The Companys rights and obligations with respect to the Series D Preferred Stock are set
forth in the Securities Purchase Agreement (attached hereto) and the Certificate of Designations
filed with the Department of Licensing and Regulatory Affairs of the State of Michigan, a copy of
which was included as an exhibit to the Companys Form 8-K filed on August 1, 2011.
The Series D Preferred Stock is entitled to receive non-cumulative dividends payable
quarterly, on each January 1, April 1, July 1 and October 1, beginning October 1, 2011. The
dividend rate, which is calculated on the aggregate Liquidation Amount, has been initially set at
1% per annum based upon the current level of Qualified Small Business Lending, or QSBL (as
defined in the Securities Purchase Agreement) by the Companys wholly owned subsidiary Bank of
Birmingham (the Bank).

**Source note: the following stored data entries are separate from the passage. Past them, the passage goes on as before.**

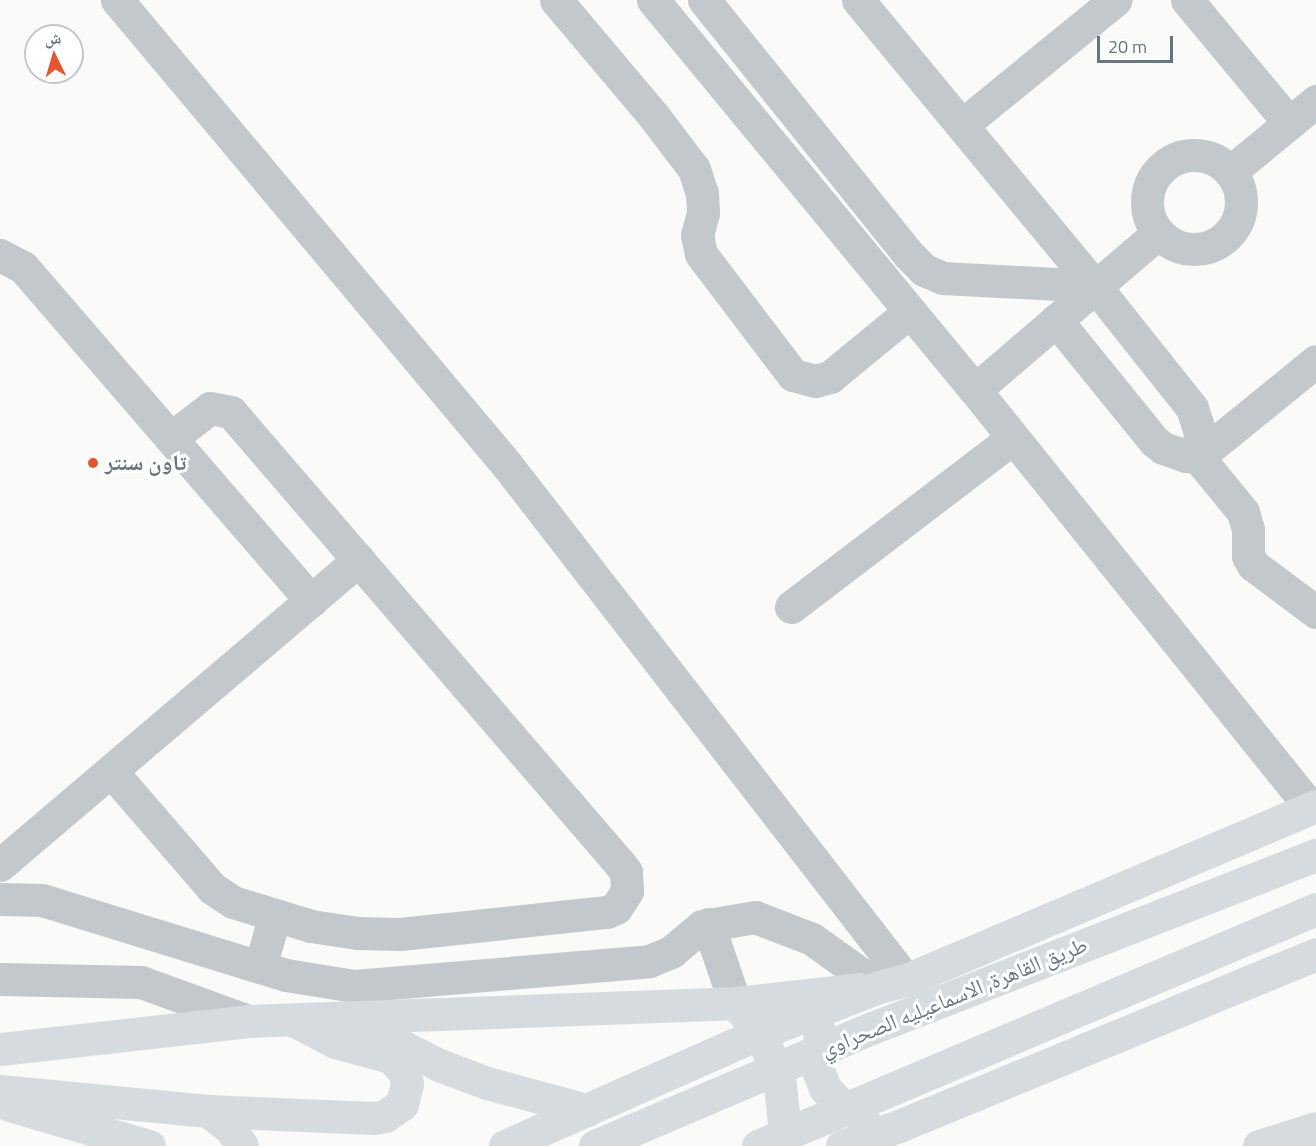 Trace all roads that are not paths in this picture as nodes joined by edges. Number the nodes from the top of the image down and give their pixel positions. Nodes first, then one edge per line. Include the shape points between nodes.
1 (117, 0) edge
2 (556, 0) edge
3 (653, 0) edge
4 (704, 0) edge
5 (858, 0) edge
6 (1115, 0) edge
7 (1187, 0) edge
8 (1307, 112) edge
9 (962, 125) junction
10 (1230, 172) junction
11 (1158, 233) junction
12 (0, 255) edge
13 (1095, 286) junction
14 (909, 312) junction
15 (1056, 320) junction
16 (1316, 361) edge
17 (975, 390) junction
18 (171, 438) junction
19 (1013, 438) junction
20 (1198, 457) junction
21 (359, 560) junction
22 (311, 601) junction
23 (790, 607) dead end
24 (1316, 612) edge
25 (111, 771) junction
26 (1313, 807) edge
27 (1316, 855) edge
28 (9, 857) edge
29 (0, 899) edge
30 (42, 900) junction
31 (1316, 909) edge
32 (275, 915) junction
33 (708, 924) junction
34 (1316, 954) edge
35 (260, 968) junction
36 (0, 979) edge
37 (893, 984) junction
38 (846, 999) junction
39 (735, 1003) junction
40 (347, 1018) junction
41 (293, 1020) junction
42 (248, 1022) junction
43 (760, 1033) junction
44 (0, 1049) edge
45 (0, 1091) edge
46 (0, 1102) edge
47 (587, 1110) junction
48 (207, 1111) junction
49 (899, 1126) junction
50 (1316, 1128) edge
51 (148, 1146) edge
52 (242, 1146) edge
53 (505, 1146) edge
54 (595, 1146) edge
55 (758, 1146) edge
56 (781, 1146) edge
57 (842, 1146) edge
58 (1259, 1146) edge

1 - 37 street via 507,465
2 - 14 street via 694,169 702,193 703,213 697,235 701,254 793,375 815,381 830,377
3 - 14 street
4 - 13 street via 924,270 943,278
5 - 9 street
6 - 9 street
7 - 8 street
8 - 10 street
9 - 13 street
10 - 11 street via 1208,157 1195,155 1182,157 1159,171 1150,188 1148,208
10 - 11 street via 1238,183 1241,210 1230,234 1213,245 1194,249 1180,247
11 - 13 street
12 - 18 street via 23,267
13 - 15 street
13 - 20 street via 1192,408 1200,432
14 - 17 street
15 - 17 street
15 - 20 street via 1154,441 1174,453
16 - 20 street
17 - 19 street
18 - 21 street via 210,408 231,412
18 - 22 street
19 - 23 street
19 - 26 street
20 - 24 street via 1243,512 1252,565
21 - 22 street
21 - 32 street via 620,864 626,872 627,891 616,908 607,912 400,934 334,930
22 - 25 street
25 - 28 street
25 - 32 street via 212,888 233,902
26 - 37 main road
27 - 54 main road, طريق القاهرة, الاسماعيليه الصحراوي via 872,1028
28 - 30 street
29 - 30 street
30 - 35 street
31 - 55 main road
32 - 35 street
33 - 35 street via 660,957 638,963 354,986 305,980
33 - 37 street via 746,918 771,921
33 - 39 street
34 - 49 main road
36 - 42 street via 141,982
37 - 38 main road
37 - 39 main road
38 - 43 main road
38 - 49 main road via 828,1017 817,1040 816,1065 825,1088 842,1107
39 - 40 main road
39 - 43 main road
40 - 41 main road
40 - 47 main road via 448,1069
41 - 42 main road
41 - 48 main road via 335,1042 391,1057 405,1073 408,1084 402,1104 385,1116 374,1118
42 - 44 main road
43 - 47 main road
43 - 56 main road via 781,1088
45 - 48 main road
46 - 51 main road
47 - 53 main road
48 - 52 main road via 231,1129
49 - 57 main road
50 - 58 main road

The dividend rate for future dividend periods will be set based upon the
Percentage Change in Qualified Lending (as defined in the Securities Purchase Agreement) between
each dividend period and the Baseline QSBL level. Such dividend rate may vary from 1% per annum
to 5% per annum for the second through tenth dividend periods, from 1% per annum to 7% per annum
for the eleventh dividend period through year four and one-half. If the Series D Preferred Stock
remains outstanding for more than four and one-half years, the dividend rate will be fixed at 9%.
Prior to that time, in general, the dividend rate decreases as the level of the Banks QSBL
increases. Such dividends are not cumulative, but the Company may only declare and pay dividends
on its common stock (or any other equity securities junior to the Series D Preferred Stock) if it
has declared and paid dividends for the current dividend period on the Series D Preferred Stock,
and will be subject to other restrictions on its ability to repurchase or redeem other securities.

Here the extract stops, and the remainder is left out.